Night of the Animals(141)
“Huh,” said Suleiman, his lips trembling. “I saw the woman, too. She was like a kind of forest, come to life. She held the sokwe in her arms as he died, and he looked into her face as if looking at his own mama-sokwe. But I did not hear him.”
The frightcopter stopped above the zoo now, with a slight shudder, and it began hovering quietly on top of the lion enclosure, where the earlier deadly confrontation had taken place.
“We’re here,” said the doctor. “As for your story, I can only suspend my disbelief. But this is all very, very strange!”
“Shite!” Nigel yelled. “Look out the window, where we just was—that f*cking thing!”
And that’s when all the passengers glimpsed the source of the earlier draconine noises—it was King Henry’s rumored ?thelstan’s Bliss. It was as big as a small cathedral, and just as tall. Its main platform crawled on massive titanium caterpillars, crushing everything in its path. Only its glowing pink tentacles, waving and screeching and erasing clusters of Neuters and anyone else it came close to—and playing a very risky game with time—were visible to the copter passengers.
Trained on enemies within its grasp, the Bliss was at once folding and scrubbing timespace of members of the suicide cult. It not only killed, it nullified a human being’s moment in the universe while, simultaneously, mopping up the dimensional residue of her or his existence.
For every cultist the Bliss “unexisted,” there was the potential for any animals “exited” by a cult member to be restored. The problem was the staggering “collateral damage.” Each time a whipping rose-colored tentacle even brushed the back or forearm of an innocent bystander, that person’s entire identity—in the flesh and online—dissolved. Worse, all the lives connected to that person would be smacked by ripples of alternate timelines. Whole families could be wiped out. If a boy who would one day pull a fire alarm at his school was accidently touched by a tentacle, droves of burn victims might appear.
“If that’s what I think it is, anything can happen tonight,” said Mason. One of the tentacles—they were actually “fired” from the base of the apparatus—nearly hit the frightcopter, which it veered to the right violently.
“Fuck!”
“We need to land,” said Baj. “It will destroy us!” Astrid noticed that the pilot-physician sounded a little different, his voice more sonorous and low. Strangely, too, he looked considerably heavier than he had earlier, as if he had gained two stone.
The frightcopter plunged again, sprang up, and shimmied side to side for a moment, but then Baj got it back.
“We’re OK,” he said. “Perfectly OK.”
“Your king is a fool,” Mason said to the Watchmen. “You don’t f*ck with time.”
“Piss off,” said Nigel. “You can f*ck right off, Yank. You f*cking Americans, you—” And with that, Nigel disappeared.
“No!” cried Lawson. “Holy f*ck!”
Mason shook his head. He said, “Not good. I guess the Bliss just erased someone in some way tied to the life of your poor friend, and when he was cleaned from time, he went, too.” He sighed. “But there’s a chance he’s not dead, too. He could have just been moved. I guess we’ll find out.”

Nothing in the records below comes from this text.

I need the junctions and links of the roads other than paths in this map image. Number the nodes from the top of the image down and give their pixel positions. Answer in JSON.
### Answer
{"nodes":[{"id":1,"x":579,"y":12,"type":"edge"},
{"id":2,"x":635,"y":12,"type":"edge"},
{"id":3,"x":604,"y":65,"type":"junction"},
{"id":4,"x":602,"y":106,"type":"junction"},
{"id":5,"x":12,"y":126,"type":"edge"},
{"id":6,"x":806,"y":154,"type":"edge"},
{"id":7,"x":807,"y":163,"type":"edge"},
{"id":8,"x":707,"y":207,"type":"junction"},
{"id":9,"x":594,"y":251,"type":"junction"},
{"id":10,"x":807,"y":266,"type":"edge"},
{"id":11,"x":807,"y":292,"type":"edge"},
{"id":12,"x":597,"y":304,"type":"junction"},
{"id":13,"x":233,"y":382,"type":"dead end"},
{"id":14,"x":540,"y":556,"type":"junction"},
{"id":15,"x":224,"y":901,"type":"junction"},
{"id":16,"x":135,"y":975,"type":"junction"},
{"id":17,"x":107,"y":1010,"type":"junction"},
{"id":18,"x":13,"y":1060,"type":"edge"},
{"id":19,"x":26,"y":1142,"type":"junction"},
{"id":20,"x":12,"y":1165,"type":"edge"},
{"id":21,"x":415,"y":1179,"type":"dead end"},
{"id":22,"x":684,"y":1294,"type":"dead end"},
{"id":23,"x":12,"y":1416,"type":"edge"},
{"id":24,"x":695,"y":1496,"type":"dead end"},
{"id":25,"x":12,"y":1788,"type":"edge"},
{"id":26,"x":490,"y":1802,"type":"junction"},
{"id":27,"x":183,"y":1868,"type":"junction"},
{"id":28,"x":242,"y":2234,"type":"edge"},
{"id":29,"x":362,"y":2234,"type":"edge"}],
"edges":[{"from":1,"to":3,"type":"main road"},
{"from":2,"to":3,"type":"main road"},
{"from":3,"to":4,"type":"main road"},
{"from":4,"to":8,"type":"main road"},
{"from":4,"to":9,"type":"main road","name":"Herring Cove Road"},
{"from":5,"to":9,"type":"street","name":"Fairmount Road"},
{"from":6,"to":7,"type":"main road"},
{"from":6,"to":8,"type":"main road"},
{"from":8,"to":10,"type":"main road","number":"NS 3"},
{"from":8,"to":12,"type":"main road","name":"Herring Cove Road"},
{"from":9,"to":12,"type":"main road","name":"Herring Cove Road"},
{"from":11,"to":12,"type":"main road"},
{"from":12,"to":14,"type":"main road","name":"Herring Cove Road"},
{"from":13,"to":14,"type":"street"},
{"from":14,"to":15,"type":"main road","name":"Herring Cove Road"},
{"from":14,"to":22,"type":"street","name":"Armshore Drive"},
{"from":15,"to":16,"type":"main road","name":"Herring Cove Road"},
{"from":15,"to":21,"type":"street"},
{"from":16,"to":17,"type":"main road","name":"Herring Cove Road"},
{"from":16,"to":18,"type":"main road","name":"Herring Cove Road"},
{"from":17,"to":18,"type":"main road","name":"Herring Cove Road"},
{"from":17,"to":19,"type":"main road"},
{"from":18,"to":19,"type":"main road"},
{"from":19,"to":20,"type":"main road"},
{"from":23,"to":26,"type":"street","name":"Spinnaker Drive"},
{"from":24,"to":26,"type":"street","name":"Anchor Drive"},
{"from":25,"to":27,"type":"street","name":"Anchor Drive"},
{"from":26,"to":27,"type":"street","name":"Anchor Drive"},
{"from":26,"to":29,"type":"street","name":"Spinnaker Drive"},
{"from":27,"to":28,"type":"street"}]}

Astrid said, “Any one of us could be next?”
“Yes,” said Mason.
“Not Cuthbert, I hope. Not poor Cuthbert.”
“The gorilla—the thing he said: ‘Gagoga.’ We’ll say it. Say it. What can it hurt?”
Nothing. So they did, again and again, and the two Watchmen left in the frightcopter looked at them as if observing two mental patients.
When the group disembarked and approached the lions’ enclosure, they came to a huge crowd of others standing around it, looking on helplessly.
Astrid pushed her way to the wall around the enclosure, just above the moat, and there was Cuthbert, out of the water now, a giant ursine mess of a man, stumbling quickly toward the halted lions, bolt cutters in hand.
“Cuthbert,” she called. “Come back. Come back!”
As the lions themselves had predicted earlier in the evening, this was where the night of the animals would end, in their strict orbit.
Locomotion still felt gluey and slow to Astrid. When she turned around, for a moment, she thought she saw Atwell and Omotoso in the dimness, far behind her, sprinting, but the tenebrous figures didn’t seem to move nearer, oddly. She felt a panicked sense of clarity: it was all Flōt withdrawal. Everything and everyone—figments!
But she could not stop herself now. She beelined for a red alarm box that stood just outside the lions’ enclosure. It had not once, in the zoo’s history, been used. And despite the fact that one of the largest and fastest assemblies of police and public safety forces in British history now ringed the zoo, with sirens blasting, solarcopters thumping, whirling yellow and blue lights in inferno mode, Astrid nonetheless felt compelled to punch out the glass and pull down the emergency lever, which no one, oddly, had deigned to consider.
Astrid noticed the peculiar sign above the box:
ALARM BELL
IN EMERGENCY BREAK GLASS
When she did so, a great, uncanny horn sounded out. It was like the sound of all animal voices synthesized into one snarling caterwaul, or the way thunder would sound if clouds were not water but living creatures.